She was terrified of his answer, though she already knew the truth. What if he lied? Would she be forced to confront him? Her fiancé, the man she loved and planned to spend her life with? Would she have to fight a coin out of his hand just as she had wanted to do for Valery? She would fight, too. She would fight to save Piers, even if it meant to end her own life in order to save his. She would fight for him.
He cocked his head to the side as he looked at her.
“Why do you ask?”
“Do you?” Her breath was caught in her throat as she awaited his response.
He smiled wide; an angelic smile with a wicked twist.
“I do.”
He pulled the coin from his front pocket and turned it this way and that, allowing the moonlight to gleam off the surface. He showed it to her as if it were a toy he’d just pulled from a Happy Meal. As if it was the most magnificent toy, the only toy, he had ever wanted in the whole wide world. As if the toy were magic, and she supposed that it was, and would do tricks for them if they just stared at it long enough.
She felt the lump in her throat tighten at the sight of it.
“When, no, how did you get a coin? They’re in the vault! Or, they were, anyway.”
“Didn’t it all make sense?” he asked, tentatively. “Everything Gerald said in the vault. He was right, you know. We could use the money, for our wedding, for our future. We would never have to worry about anything ever again. Just the two of us, ya know? We could move away from here! Where do you want to go? Paris? Hawaii? South Africa? Come on, baby, anywhere! You just have to dream it up and it can be ours!”
She ignored his questions, still feeling nausea well up inside her. He had been corrupted, tainted by the promises made by the little slice of silver. Judas’ thirty.
“When did you take the coin? How did you even get it?”

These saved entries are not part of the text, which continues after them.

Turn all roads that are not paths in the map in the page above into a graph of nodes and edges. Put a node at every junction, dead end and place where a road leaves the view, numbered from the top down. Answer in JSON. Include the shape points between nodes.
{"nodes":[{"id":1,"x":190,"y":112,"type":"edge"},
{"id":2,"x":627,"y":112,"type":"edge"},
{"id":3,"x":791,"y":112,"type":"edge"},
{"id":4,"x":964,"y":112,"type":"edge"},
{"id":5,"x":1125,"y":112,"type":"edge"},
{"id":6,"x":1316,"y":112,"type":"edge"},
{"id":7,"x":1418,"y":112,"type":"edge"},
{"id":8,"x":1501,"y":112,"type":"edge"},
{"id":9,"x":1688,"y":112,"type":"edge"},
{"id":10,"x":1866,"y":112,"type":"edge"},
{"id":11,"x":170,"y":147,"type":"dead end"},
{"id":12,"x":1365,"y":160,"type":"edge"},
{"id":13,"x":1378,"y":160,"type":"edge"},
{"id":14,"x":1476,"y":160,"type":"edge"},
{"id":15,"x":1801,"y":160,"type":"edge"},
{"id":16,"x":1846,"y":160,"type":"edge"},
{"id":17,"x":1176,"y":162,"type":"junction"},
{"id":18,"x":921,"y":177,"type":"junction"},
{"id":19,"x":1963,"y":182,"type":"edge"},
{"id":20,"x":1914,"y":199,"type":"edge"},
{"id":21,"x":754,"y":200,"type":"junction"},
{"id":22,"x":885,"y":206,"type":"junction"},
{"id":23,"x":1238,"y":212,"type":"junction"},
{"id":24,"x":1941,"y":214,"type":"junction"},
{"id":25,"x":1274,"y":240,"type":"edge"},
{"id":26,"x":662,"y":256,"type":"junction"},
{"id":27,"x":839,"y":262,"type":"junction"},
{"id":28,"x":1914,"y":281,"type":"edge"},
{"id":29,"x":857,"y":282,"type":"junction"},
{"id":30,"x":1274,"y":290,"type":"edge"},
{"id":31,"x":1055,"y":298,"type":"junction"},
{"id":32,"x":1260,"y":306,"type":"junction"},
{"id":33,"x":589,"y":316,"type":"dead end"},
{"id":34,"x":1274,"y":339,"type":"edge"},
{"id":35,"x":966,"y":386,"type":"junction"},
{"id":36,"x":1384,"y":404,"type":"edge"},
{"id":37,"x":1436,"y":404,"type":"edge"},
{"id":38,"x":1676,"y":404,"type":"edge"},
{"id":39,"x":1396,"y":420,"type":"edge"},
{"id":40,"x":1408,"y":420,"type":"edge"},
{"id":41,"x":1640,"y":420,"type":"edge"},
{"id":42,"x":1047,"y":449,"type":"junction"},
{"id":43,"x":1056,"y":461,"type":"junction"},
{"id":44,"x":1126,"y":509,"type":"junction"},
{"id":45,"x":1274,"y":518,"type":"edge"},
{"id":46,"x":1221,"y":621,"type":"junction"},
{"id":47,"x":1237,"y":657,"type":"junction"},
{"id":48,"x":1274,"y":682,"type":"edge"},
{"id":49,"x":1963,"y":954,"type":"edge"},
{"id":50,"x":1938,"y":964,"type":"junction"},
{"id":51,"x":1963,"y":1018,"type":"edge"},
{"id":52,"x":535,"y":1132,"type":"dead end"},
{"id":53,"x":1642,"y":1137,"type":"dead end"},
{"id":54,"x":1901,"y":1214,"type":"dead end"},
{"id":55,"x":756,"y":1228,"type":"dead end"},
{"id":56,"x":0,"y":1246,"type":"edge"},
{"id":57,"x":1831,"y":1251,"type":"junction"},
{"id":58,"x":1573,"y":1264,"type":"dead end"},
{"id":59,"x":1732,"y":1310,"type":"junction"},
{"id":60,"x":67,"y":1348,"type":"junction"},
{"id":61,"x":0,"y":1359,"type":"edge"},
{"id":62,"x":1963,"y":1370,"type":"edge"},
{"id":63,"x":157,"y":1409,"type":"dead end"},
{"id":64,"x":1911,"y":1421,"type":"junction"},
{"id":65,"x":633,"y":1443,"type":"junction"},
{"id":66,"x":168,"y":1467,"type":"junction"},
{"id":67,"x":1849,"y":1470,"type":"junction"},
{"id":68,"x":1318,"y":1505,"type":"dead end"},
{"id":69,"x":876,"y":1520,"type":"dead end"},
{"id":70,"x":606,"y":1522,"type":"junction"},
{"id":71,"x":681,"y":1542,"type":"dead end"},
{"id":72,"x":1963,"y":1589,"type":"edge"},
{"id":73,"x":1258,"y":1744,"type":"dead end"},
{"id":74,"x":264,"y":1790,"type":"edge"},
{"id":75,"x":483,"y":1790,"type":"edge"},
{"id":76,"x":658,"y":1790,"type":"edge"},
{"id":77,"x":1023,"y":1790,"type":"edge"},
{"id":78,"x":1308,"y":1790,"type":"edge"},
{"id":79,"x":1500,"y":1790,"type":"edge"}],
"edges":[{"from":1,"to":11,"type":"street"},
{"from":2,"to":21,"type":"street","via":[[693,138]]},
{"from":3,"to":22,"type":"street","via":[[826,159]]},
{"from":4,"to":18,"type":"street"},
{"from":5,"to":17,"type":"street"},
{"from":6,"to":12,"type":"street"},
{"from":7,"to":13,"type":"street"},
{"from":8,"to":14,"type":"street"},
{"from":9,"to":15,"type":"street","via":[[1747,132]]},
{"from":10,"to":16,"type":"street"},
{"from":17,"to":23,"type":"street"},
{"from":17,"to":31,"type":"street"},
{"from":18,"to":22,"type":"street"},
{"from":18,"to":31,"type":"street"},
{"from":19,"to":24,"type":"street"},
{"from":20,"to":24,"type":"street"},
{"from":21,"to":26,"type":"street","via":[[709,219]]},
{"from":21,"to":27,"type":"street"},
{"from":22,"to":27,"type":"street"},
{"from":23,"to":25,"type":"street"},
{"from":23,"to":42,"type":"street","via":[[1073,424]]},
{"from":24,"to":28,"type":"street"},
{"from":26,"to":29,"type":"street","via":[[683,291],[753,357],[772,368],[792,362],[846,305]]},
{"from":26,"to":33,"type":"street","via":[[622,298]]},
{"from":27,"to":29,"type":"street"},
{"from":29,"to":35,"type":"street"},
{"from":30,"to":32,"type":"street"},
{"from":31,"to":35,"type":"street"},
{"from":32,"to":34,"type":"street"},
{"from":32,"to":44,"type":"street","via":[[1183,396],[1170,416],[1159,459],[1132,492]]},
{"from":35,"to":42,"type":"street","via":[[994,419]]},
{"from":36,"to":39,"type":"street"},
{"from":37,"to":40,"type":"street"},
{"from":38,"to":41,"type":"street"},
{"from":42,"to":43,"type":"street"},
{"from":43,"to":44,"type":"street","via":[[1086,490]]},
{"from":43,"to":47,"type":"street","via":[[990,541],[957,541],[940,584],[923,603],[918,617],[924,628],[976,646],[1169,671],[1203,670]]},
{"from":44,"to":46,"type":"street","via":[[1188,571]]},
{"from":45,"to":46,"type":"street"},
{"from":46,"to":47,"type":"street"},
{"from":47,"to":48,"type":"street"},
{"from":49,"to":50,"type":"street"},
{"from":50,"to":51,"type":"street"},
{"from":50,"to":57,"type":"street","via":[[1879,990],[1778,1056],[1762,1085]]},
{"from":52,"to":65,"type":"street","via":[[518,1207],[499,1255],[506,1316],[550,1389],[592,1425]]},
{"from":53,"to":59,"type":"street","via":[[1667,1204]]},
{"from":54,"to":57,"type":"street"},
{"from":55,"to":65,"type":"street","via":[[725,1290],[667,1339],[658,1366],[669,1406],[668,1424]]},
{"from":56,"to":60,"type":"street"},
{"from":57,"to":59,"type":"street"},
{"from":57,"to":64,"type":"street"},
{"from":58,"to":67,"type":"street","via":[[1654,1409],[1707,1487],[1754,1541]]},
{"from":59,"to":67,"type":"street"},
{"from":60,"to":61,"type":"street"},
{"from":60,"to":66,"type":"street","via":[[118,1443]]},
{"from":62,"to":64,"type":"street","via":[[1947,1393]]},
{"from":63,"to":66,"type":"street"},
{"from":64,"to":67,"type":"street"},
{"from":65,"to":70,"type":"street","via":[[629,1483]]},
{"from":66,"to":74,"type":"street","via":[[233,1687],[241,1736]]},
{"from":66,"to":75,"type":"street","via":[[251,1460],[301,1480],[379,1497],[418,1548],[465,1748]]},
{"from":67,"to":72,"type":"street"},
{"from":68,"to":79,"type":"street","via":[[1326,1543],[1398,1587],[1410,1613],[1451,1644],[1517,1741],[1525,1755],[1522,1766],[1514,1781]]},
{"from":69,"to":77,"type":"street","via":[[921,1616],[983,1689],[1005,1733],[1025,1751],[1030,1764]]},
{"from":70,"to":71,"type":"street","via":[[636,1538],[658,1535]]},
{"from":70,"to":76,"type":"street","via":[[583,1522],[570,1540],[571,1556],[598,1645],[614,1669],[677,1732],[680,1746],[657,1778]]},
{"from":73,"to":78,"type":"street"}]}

“Oh,” he laughed lightly, “when Gerald and I fought and the coins spilled to the floor?” It was a question, more than a statement, as if she could have forgotten that moment. “I scooped one up as we straightened everything else. No one bothered to count them again, so…” He shrugged nonchalantly. “No big deal. Only one coin, but now, we can have them all!”
She didn’t know what he meant by that, and she was sure she didn’t want to know. He turned in his seat, his face suddenly serious.
“We have to stop him, Julie!”
She turned her eyes back to the road, unwilling to meet his gaze.
“We’ll stop him,” she mumbled, though she wasn’t convinced of it.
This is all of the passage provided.